I’ve been using Vagrant on and off for years, previously using the virtualbox provider. A while back I started using the libvirt provider instead, mainly because it doesn’t require futzing around with kernel drivers on Fedora like virutalbox does.
One significant difference is how synced directories are implemented.
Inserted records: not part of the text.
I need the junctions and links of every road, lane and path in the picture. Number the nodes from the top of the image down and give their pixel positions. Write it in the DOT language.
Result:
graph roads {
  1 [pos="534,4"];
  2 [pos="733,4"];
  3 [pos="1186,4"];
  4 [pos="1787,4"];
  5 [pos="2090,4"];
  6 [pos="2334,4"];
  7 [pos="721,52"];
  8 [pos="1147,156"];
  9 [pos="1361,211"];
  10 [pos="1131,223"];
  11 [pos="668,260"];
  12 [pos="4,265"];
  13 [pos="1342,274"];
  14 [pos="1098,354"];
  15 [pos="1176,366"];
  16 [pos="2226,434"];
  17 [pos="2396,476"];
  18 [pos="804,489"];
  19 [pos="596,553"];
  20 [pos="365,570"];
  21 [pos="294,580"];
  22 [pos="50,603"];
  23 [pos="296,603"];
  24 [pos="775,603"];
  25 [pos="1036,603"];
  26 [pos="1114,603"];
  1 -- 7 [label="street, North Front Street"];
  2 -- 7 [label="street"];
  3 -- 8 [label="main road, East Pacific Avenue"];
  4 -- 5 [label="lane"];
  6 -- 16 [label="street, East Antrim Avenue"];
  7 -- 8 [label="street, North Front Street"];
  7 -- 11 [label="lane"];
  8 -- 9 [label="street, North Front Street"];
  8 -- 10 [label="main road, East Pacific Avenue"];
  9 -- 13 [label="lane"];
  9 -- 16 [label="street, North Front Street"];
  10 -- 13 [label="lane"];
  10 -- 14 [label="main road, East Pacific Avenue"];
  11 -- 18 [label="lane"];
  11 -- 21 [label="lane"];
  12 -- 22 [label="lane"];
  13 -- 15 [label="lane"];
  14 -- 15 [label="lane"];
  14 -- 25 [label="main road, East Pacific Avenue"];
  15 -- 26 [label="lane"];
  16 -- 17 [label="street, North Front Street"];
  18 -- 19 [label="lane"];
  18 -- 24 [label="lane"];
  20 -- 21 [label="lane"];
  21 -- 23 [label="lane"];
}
NFS is used by default under libvirt.
So when you write:
Vagrant.configure("2") do |config|
config.vm.box = "centos/7"
config.vm.synced_folder "www", "/var/www/html"
end
Vagrant will create an entry in /etc/exports
on your host machine exposed only to the IP address of the box it creates, and insert an entry into /etc/fstab
on the guest/box.
The default Fedora configuration doesn’t work out of the box (assuming you even have NFS installed on your computer).
These steps worked for me:
dnf install nfs-utils
systemctl enable nfs-server
firewall-cmd --zone=trusted --add-source 192.168.122.0/24 --permanent
firewall-cmd --reload
sed -i 's/# udp=n/udp=y/' /etc/nfs.conf
systemctl restart nfs-server
vagrant up
This assumes you’re using the libvirt NAT network driver, and the range it uses is 192.168.122.0/24
.
Vagrant uses udp which is disabled by default in Fedora (and possibly other distributions). The firewall change may not be required, depending on how your system is configured.
Alternatively, you could switch to TCP mode like so:
config.vm.synced_folder "www", "/var/www/html", nfs_udp: false
This has some performance implication, so your use case will inform which option you go for. The NFS documentation has some further details.